Ce n'est pas un problème de discipline. C'est un problème de système — ou plutôt d'absence de système.
Ce que tu vas construire ici : un pipeline automatisé de bout en bout, sans coder. De l'onboarding client jusqu'à la relance de facture.
Étape 1 — Centralise l'intake avec Tally ou Typeform
Tout commence par un formulaire. Pas un formulaire de contact générique : un formulaire d'onboarding structuré qui collecte exactement ce dont tu as besoin pour démarrer une mission.
Les champs indispensables : nom complet, email, nom de l'entreprise, nature de la mission, deadline estimée. Un champ budget indicatif (optionnel, mais il filtre les mauvais profils avant même le premier appel).
Pourquoi Tally ou Typeform ? Les deux se connectent nativement à Make et Zapier. À chaque soumission, une automation se déclenche automatiquement.

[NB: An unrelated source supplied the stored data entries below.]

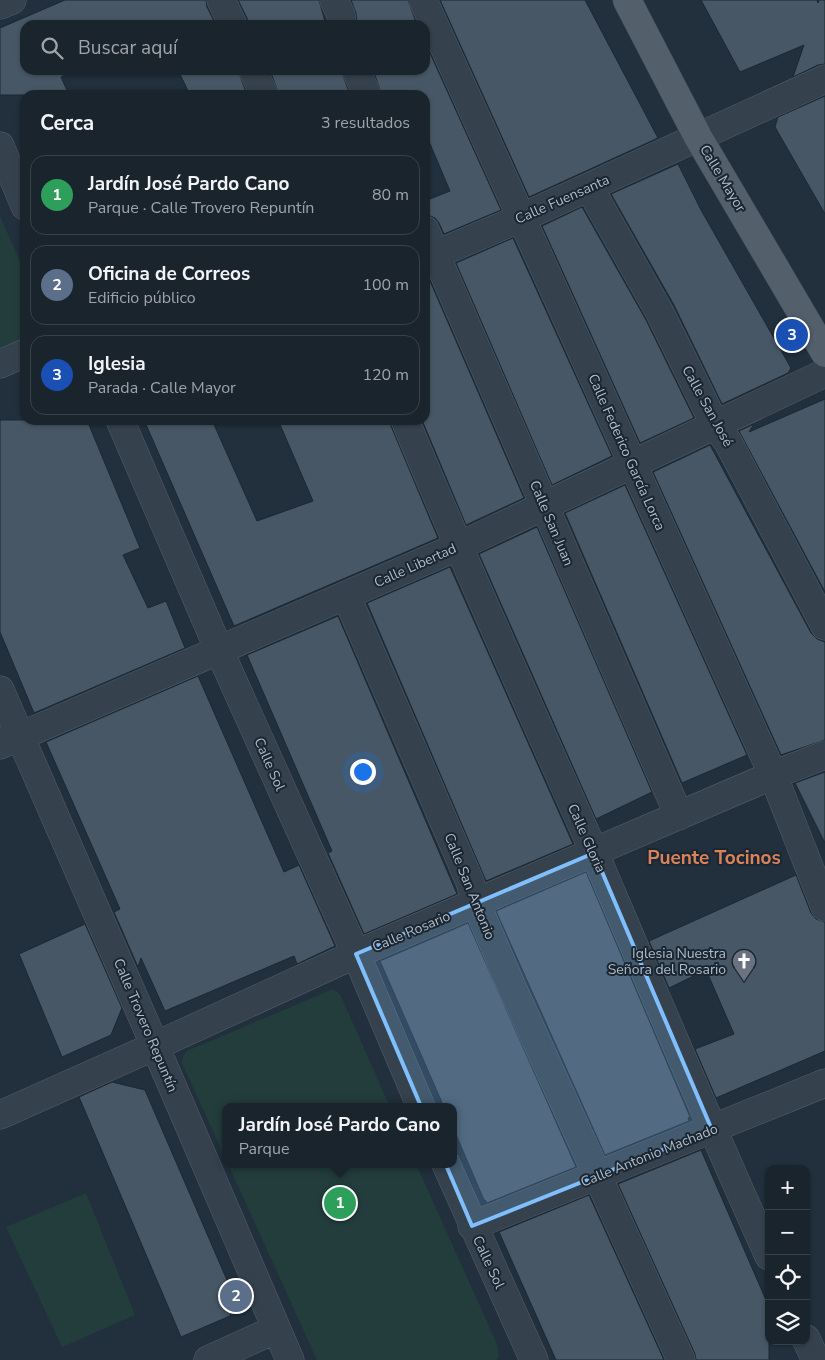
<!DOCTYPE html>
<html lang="es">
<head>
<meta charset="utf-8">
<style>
  :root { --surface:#19242d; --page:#222c35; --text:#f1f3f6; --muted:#9fa4aa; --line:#374149; --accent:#db2777 }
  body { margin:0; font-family:"Nunito Sans",sans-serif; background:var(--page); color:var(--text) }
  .controls { position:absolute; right:15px; bottom:15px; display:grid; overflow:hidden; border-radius:10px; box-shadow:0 1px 4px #0004 }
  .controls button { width:45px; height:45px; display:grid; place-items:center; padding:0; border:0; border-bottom:1px solid var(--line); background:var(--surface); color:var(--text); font:25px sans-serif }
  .you { position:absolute; left:362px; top:771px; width:18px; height:18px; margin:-12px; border:4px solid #fff; border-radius:50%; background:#1a73e8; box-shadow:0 0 0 8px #1a73e833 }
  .badge { display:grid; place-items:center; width:32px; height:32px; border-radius:50%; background:var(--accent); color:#fff; font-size:16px; font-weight:700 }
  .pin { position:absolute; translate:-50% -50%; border:2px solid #fff; box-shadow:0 1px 5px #0006 }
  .popup { position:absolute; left:222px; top:1103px; width:235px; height:65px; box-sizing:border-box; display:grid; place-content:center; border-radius:10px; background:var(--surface); filter:drop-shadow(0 1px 4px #0005); font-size:16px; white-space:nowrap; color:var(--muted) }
  .popup b { font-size:19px; color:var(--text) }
  .popup::after { content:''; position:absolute; left:50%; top:100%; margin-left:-10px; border:10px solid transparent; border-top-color:var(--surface) }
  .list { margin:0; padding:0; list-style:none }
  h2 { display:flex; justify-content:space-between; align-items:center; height:65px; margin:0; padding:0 20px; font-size:21px }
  h2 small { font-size:16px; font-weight:400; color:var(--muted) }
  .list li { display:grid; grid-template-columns:32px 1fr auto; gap:15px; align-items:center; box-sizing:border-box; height:80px; margin:0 10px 10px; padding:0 10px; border:1px solid var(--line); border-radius:15px }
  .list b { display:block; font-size:19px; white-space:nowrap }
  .list p { margin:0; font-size:16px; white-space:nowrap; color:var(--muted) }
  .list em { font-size:16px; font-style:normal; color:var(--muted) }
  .icon { flex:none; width:28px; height:28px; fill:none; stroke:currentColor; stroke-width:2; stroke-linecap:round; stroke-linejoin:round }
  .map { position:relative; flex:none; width:825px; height:1360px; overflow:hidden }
  .search { position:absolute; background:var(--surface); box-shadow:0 1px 4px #0004; left:20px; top:20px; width:410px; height:55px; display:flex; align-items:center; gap:12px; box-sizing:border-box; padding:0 18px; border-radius:15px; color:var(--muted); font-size:19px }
  .panel { position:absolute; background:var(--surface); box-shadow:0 1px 4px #0004; left:20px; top:90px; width:410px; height:335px; border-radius:15px }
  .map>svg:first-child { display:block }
  .green { fill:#233d3d }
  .building { fill:#475765; stroke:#1c2833 }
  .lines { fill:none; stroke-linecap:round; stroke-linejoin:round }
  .minor-casing { stroke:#535f6a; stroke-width:29 }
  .major-casing { stroke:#414d58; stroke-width:29 }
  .minor { stroke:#35414c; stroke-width:28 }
  .major { stroke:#53606c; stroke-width:28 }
  .marked { fill:#80bffd; fill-opacity:0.2; stroke:#80bffd; stroke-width:4; stroke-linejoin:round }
  .labels { text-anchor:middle; stroke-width:4; stroke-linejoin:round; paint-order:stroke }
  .street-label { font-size:14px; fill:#b0bcc8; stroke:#1a2631 }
  .poi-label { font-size:14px; fill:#b0bcc8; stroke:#1a2631; text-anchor:end }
  .district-label { font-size:19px; font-weight:bold; fill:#da8259; stroke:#1a2631 }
</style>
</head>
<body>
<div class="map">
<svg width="825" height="1360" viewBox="0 0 825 1360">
  <rect width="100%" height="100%" fill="#21303c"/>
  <path class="green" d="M 0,216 L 25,273 L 25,344 L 0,355 Z
    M 333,989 L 340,994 L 390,1107 L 226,1107 L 226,1160 L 182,1063 L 183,1056 L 187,1051 Z
    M 228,1164 L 416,1164 L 497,1344 L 499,1356 L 496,1360 L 317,1360 Z
    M 86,1193 L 135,1315 L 62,1347 L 6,1227 Z"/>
  <path class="building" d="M 65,0 L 206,0 L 207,7 L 216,25 L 25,25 L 25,70 L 75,70 L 61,77 L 69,95 L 0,95 L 0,28 Z
    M 238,0 L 319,0 L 326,25 L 248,25 L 247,18 Z
    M 351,0 L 408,0 L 417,25 L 357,25 L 356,13 Z
    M 440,0 L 585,0 L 658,138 L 529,197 Z
    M 701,0 L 817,0 L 818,3 L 819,0 L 825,0 L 825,64 L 818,65 L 793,77 L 804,45 L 740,72 Z
    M 425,42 L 501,210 L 444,234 L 439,223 L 435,218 L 430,216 L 425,203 L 425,201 L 450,191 L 425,132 L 425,95 L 382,95 L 373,70 L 425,70 Z
    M 178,70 L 238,70 L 247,95 L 190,95 Z
    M 270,70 L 341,70 L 350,95 L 279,95 Z
    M 825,96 L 825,214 L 775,127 L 778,117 Z
    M 678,164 L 701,210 L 791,368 L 788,373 L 722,404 L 674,305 L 611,194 Z
    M 582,207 L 646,320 L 694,418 L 640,443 L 542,226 Z
    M 513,238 L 612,456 L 552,485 L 456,263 Z
    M 425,274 L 427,274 L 524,498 L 466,525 L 422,420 L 425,420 Z
    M 825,399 L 825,592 L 739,431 L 754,424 L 749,432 Z
    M 0,420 L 87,420 L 140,548 L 123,555 L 148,608 L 166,601 L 185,648 L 34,713 L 0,632 Z
    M 144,420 L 212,420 L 257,521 L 313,501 L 278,420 L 390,420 L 391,426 L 438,538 L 234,626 Z
    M 710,445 L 811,633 L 817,639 L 825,642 L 825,740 L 781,755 L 653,472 Z
    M 625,485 L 747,755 L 682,783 L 565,513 Z
    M 537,527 L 652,792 L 596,819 L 479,554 Z
    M 450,567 L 573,844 L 486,881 L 367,603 Z
    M 338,616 L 457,894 L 364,934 L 328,853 L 332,851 L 247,655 Z
    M 198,676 L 284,872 L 299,865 L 335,946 L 297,964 L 294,956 L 165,1011 L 141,958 L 138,967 L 114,912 L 120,909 L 46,742 Z
    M 825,772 L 825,843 L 795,783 Z
    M 586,872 L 690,1117 L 688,1118 L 689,1121 L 605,1155 L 496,911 Z
    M 796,875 L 811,913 L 816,919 L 825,922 L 825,1051 L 716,1098 L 695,1049 L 734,1034 L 706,970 L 669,988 L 649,941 Z
    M 468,923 L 576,1167 L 487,1203 L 485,1200 L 484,1200 L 454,1130 L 454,1107 L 444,1107 L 380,961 Z
    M 85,924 L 122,1008 L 111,1035 L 62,1057 L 19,954 Z
    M 112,1082 L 145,1090 L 236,1301 L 230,1316 L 181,1337 L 79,1097 Z
    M 701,1150 L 769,1307 L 769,1360 L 696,1360 L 695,1354 L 618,1184 Z
    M 589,1195 L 664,1360 L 556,1360 L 499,1232 Z"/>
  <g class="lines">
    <g class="minor-casing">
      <path id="minor" d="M 221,0 L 233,25
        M 334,0 L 341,15 L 342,25
        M 423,0 L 773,775 L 825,907
        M 0,5 L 12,0
        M 253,70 L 264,95
        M 356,70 L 367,95
        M 0,146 L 25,206
        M 589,187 L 660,313 L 715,425 L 728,442 L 825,626
        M 425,230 L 679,816
        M 425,259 L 521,218 L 825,79
        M 0,364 L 25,353
        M 120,420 L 219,650 L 356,954 L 421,1107
        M 405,420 C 465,565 530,708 594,852 C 652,987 708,1122 769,1256
        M 346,595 L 470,882 L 476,903 L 511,985 L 681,1360
        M 0,690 L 155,1046 L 290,1360
        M 0,745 L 457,547 L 825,373
        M 0,1115 L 155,1046 L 356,954 L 773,775 L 825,755
        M 446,1164 L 534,1360
        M 472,1226 L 825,1083
        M 806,1339 L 816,1360
        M 208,1360 L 276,1329"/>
    </g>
    <g class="major-casing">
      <path id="major" d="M 627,0 L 698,137 L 825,353"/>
    </g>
    <use href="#minor" class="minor"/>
    <use href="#major" class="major"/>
  </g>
  <path class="marked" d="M 594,853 L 712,1130 L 472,1226 L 356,954 Z"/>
  <defs>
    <g id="church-pin" transform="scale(1.25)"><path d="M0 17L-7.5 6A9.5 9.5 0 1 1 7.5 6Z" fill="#6b7280" stroke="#1a2631"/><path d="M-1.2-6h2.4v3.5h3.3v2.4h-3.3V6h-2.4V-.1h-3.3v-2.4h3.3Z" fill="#fff"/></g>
  </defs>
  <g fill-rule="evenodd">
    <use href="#church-pin" x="744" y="961"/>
  </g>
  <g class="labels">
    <g class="street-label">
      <text transform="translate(723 178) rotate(59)" y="5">Calle Mayor</text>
      <text transform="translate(562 199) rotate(-24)" y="5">Calle Fuensanta</text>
      <text transform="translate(708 406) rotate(61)" y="5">Calle San José</text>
      <text transform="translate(627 452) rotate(66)" y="5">Calle Federico García Lorca</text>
      <text transform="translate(552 523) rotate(67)" y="5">Calle San Juan</text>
      <text transform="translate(415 565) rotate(-24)" y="5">Calle Libertad</text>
      <text transform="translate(270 764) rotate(66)" y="5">Calle Sol</text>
      <text transform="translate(587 838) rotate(66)" y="5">Calle Gloria</text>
      <text transform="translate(470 886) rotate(68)" y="5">Calle San Antonio</text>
      <text transform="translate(411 931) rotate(-23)" y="5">Calle Rosario</text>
      <text transform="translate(146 1025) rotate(67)" y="5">Calle Trovero Repuntín</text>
      <text transform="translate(649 1155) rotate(-22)" y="5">Calle Antonio Machado</text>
      <text transform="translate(489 1262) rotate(65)" y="5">Calle Sol</text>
    </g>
    <g class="poi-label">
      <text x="726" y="958">Iglesia Nuestra<tspan x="726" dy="16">Señora del Rosario</tspan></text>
    </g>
    <g class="district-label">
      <text x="714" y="864">Puente Tocinos</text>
    </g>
  </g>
</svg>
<div class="controls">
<button>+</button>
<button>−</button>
<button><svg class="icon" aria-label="locate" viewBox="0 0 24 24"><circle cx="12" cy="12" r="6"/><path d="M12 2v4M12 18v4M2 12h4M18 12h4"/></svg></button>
<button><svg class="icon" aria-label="layers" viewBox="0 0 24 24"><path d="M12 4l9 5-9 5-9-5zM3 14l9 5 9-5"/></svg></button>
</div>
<div class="you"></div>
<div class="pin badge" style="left:340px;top:1203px;background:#2e9e5b">1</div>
<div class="popup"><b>Jardín José Pardo Cano</b>Parque</div>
<div class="pin badge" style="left:236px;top:1296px;background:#5c6f8a">2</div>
<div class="pin badge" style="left:792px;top:335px;background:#1a4fb4">3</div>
<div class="search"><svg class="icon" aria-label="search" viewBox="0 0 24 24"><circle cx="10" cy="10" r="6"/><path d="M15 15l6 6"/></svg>Buscar aquí</div>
<section class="panel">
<h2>Cerca<small>3 resultados</small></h2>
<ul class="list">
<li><span class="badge" style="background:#2e9e5b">1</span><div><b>Jardín José Pardo Cano</b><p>Parque · Calle Trovero Repuntín</p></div><em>80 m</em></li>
<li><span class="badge" style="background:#5c6f8a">2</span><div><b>Oficina de Correos</b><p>Edificio público</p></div><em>100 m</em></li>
<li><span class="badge" style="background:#1a4fb4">3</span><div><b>Iglesia</b><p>Parada · Calle Mayor</p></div><em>120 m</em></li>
</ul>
</section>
</div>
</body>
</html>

Tally est gratuit et sans friction — le bon choix si tu démarres. Typeform propose une logique conditionnelle plus avancée, utile si tu as plusieurs types de prestations avec des parcours différents.
L'important : ce formulaire est l'entrée unique de ton système. Pas de client qui t'envoie ses infos par email ou WhatsApp. Tout passe par là — sinon le système ne peut pas se déclencher.
- →Tally : gratuit, connexion Make/Zapier sans configuration complexe
- →Typeform : logique conditionnelle avancée, adapté aux offres multi-prestations
- →Champs obligatoires : nom, email, entreprise, nature de mission, deadline
- →Champ optionnel : budget indicatif (filtre les mauvais fits en amont)
Étape 2 — Alimente ta base de suivi dans Notion ou Airtable
À chaque soumission du formulaire, ton automation crée automatiquement une fiche client dans ta base de suivi. C'est là que tout le pipeline s'organise.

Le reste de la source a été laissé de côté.